In an extraordinary case of a jury room dispute spilling into public view, a Suffolk Superior Court jury was dismissed yesterday after a male juror was accused of sexually harassing several women on the panel during lengthy deliberations in a 2004 murder case.
The judge, while expressing skepticism over the harassment allegations, said he nonetheless had no choice but to declare a mistrial.
The jury foreman sent a note to Superior Court Judge Patrick Brady on Wednesday saying that 11 of the 12 jurors were ready to convict Quincy Butler and William Wood for torturing and killing Betsy Tripp in her Dorchester home.
The five-page note, which was acted on yesterday, said the lone holdout was adamant in his view that prosecutors failed to prove their case. The note added that the holdout was also making women jurors - eight were deliber ating - uncomfortable.
"The women jurors feel sexually harassed (multiple times) by this juror," wrote foreman Thomas G. Kelly of Boston. "And at least one feels unsafe, afraid."
In a telephone interview last night, the juror accused of sexual harassment insisted the allegation surfaced only because he was resolutely opposed to convicting the two men.
He said he did show a woman juror a suggestive cartoon he had on his cellphone, but said the woman did not object at the time.
"I never harassed anyone. We were fine up to the point where I would not give them what they wanted. I needed a little bit more than what the prosecution gave me," he said.
"I probably think they [the defendants] are guilty, but I'm going on the instruction on what the judge said: The benefit of the doubt goes to the defendant."
Suffolk Assistant District Attorney Patrick M. Haggan urged Brady to question jurors individually about the harassment allegations - an idea defense attorneys Larry Tipton and Michael Bourbeau strongly opposed.
Brady rejected the suggestion and instead reached out to a ranking state judge for advice.
"I am afraid it's part of the jury system," Brady said from the bench, addressing the accusation of inappropriate behavior. "Occasionally we will get idiosyncratic, unusual, odd, and maybe irrational jurors."
But in a written ruling, Brady disclosed his belief that the complaints of sexual harassment were fabricated.
He said the jury had sent him several notes during their deliberations, and it was only the last one that made any reference to sexual harassment.
"I treat the situation where 11 jurors for conviction would like to remove the stubborn holdout from deliberations," Brady wrote.
Prosecutors asked Supreme Judicial Court Justice Margot Botsford to overturn the ruling, but she sided with Brady, saying he was in the best position to interpret the jury's actions.

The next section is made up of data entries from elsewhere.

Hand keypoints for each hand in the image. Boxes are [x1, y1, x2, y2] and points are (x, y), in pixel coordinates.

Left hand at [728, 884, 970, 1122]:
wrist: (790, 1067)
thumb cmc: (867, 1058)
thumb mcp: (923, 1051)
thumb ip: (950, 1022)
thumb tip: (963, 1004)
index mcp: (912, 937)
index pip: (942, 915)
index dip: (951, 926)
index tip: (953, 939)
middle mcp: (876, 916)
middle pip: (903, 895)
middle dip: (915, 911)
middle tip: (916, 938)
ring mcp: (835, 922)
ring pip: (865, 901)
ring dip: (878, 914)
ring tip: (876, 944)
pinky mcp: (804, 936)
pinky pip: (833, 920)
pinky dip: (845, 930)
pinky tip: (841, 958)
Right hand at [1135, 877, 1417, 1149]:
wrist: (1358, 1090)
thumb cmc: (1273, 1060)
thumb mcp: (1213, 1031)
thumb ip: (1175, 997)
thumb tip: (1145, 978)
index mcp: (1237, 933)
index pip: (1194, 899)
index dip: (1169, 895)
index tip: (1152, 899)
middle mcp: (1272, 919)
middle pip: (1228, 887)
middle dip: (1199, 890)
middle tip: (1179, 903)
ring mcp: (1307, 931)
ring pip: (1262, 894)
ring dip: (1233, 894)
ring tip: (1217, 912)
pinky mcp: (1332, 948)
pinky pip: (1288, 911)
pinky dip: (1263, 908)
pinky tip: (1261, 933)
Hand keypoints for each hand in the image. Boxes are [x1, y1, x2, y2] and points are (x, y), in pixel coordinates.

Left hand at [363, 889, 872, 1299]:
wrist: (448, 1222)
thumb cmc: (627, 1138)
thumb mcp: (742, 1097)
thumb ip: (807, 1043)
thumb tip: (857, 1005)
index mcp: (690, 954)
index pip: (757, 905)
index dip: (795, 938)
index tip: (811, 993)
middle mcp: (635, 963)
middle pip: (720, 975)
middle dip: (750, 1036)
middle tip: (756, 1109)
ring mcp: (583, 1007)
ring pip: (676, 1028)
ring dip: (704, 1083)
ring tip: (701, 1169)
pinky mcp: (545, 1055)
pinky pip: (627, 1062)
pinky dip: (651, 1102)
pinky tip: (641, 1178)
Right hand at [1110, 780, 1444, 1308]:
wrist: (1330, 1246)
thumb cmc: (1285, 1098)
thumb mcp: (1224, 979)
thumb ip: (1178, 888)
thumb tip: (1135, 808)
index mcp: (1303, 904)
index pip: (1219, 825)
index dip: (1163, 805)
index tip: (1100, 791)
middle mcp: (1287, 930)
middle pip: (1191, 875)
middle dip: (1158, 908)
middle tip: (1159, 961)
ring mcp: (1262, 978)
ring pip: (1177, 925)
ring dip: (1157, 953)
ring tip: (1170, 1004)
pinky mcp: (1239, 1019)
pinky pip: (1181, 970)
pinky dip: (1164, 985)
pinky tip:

As a result, when jurors once again said they could not reach a unanimous verdict, Brady declared a mistrial and sent the jurors home.
The original jury deliberated for four days before one juror was dismissed for health reasons. An alternate joined the jury April 9 and deliberations resumed.
In telephone interviews, the foreman and two jurors declined to discuss the sexual harassment allegations. Kelly, the foreman, said an incident took place earlier this week, but would not provide any details.
"It was not a severe situation," he said of the alleged incident between the male juror and at least one woman panelist. "It was an incident that was brief."
A second juror, who asked that her name not be published, said she was heartbroken that relatives of Tripp will now have to wait months longer for a verdict and justice for the slain 49-year old victim.
Tripp was targeted after her boyfriend, Morris Thompson, was allegedly attacked by Butler and Wood, who were allegedly seeking money for drugs.
Thompson was shot in the eye and testified in the trial.
"Most of us all feel very badly that we weren't able to offer the verdict," said the second juror, who spent 10 days deliberating. "I hope they get the justice that they deserve."
Butler, 34, and Wood, 33, are both charged with first-degree murder among other charges and have pleaded not guilty. Brady plans to retry the case June 9.